The second memory device(s) 220-2 may be configured to receive the data from the first memory device 220-1 (e.g., via the switch(es) 225). For example, the manager component 230 may be configured to cause the first memory device 220-1 to propagate the data to the second memory device(s) 220-2. As an example, the host device 215 may load the data to the first memory device 220-1, and from the first memory device 220-1, the data may be propagated to the remaining second memory device(s) 220-2 (e.g., without intervention by the host device 215) using a fan-out propagation of the data (e.g., that is controlled by the manager component 230). For example, the data may be propagated from the first memory device 220-1 to the remaining second memory device(s) 220-2 using any propagation paths and any number of hops provided that the host device 215 is not involved in the propagation. As one example, the data may be propagated from the first memory device 220-1 to a first set of memory devices 220-2, from the first set of memory devices 220-2 to a second set of memory device 220-2, from the second set of memory devices 220-2 to a third set of memory devices 220-2, and so forth. In this way, with the single host device 215, data can be dictated to a single memory device 220, chained on the single memory device 220, and mimicked onto other memory devices 220.
The data may be propagated from the first memory device 220-1 to the second memory device(s) 220-2 via (e.g., the second memory device(s) 220-2 may receive the data via) one or more peer-to-peer transfer operations (e.g., via sideloading). For example, the manager component 230 may be configured to cause the peer-to-peer transfer operations. “Peer-to-peer transfer” may refer to a transfer from one memory device 220 to another memory device 220 without involvement of the host device 215. For example, a peer-to-peer transfer operation may allow one memory device 220 on a bus to move data to a neighboring memory device 220 on the bus (e.g., to thereby map data present on one memory device 220 to any number of cascaded memory devices 220). A peer-to-peer transfer operation may include a CXL memory operation (e.g., a CXL.mem transfer).

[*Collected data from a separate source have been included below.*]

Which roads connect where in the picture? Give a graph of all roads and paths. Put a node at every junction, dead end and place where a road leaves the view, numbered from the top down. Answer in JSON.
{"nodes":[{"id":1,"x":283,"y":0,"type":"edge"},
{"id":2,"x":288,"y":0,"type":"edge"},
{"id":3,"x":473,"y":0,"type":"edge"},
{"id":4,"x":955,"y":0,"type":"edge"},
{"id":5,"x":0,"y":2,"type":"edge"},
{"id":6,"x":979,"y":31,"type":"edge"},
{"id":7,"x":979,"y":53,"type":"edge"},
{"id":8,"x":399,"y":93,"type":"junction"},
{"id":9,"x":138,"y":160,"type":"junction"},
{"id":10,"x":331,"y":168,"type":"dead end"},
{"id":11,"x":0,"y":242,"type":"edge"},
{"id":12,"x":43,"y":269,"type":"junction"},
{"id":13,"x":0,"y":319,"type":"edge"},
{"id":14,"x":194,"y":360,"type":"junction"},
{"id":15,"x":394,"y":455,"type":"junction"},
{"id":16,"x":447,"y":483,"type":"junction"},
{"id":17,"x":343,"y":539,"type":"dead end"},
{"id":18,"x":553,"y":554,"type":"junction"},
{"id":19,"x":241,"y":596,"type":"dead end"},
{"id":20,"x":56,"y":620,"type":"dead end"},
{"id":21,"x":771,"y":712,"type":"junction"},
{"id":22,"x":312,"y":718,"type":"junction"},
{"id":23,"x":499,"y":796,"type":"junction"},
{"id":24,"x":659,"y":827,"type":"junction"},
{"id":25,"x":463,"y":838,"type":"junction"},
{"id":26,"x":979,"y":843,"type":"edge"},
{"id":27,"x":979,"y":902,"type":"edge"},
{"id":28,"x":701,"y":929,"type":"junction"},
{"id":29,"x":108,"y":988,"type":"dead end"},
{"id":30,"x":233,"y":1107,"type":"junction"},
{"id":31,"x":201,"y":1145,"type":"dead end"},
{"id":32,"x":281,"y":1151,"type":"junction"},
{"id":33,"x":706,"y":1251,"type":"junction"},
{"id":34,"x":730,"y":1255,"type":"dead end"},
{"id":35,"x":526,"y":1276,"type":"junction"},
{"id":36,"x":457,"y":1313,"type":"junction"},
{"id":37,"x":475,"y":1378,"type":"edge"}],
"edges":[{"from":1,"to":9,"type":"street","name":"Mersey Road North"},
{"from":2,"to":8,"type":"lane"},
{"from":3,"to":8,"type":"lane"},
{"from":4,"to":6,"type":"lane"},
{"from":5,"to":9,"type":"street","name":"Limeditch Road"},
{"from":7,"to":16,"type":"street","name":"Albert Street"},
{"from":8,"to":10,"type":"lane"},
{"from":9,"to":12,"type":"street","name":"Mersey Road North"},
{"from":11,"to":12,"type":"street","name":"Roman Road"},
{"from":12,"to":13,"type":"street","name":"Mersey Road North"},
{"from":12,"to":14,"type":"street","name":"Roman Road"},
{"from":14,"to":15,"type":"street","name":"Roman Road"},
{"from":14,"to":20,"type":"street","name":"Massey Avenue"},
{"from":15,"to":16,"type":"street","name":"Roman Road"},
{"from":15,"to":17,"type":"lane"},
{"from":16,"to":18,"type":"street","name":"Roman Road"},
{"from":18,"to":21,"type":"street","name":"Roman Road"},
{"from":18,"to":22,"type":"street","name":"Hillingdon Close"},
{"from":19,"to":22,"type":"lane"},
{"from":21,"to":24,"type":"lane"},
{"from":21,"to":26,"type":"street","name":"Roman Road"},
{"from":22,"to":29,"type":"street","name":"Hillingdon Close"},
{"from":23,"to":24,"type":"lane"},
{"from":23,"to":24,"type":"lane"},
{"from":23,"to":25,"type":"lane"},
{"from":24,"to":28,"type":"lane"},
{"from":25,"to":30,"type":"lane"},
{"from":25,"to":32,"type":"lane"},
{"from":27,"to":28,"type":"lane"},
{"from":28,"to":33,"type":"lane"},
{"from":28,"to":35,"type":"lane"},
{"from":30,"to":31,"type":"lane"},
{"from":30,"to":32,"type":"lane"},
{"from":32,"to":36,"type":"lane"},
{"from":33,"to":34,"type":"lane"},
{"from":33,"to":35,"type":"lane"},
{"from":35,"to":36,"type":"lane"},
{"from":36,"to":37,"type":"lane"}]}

Propagation of the data from the first memory device 220-1 to the second memory device(s) 220-2 enables each of the memory devices 220 to operate with data transfers to simulate use conditions. Moreover, propagation of the data from the first memory device 220-1 to the second memory device(s) 220-2 may provide matching of the data loaded to the first memory device 220-1 and the second memory device(s) 220-2. In other words, the peer-to-peer transfer operation(s) may provide matching conditioning of the first memory device 220-1 and the second memory device(s) 220-2 (e.g., the peer-to-peer transfer operation(s) may attempt to load the same data to the memory devices 220). The peer-to-peer transfer operation(s) may condition the memory devices 220 for testing (e.g., testing for bit flipping or the like). For example, the matching conditioning of the memory devices 220 may facilitate testing of the memory devices 220 to be performed.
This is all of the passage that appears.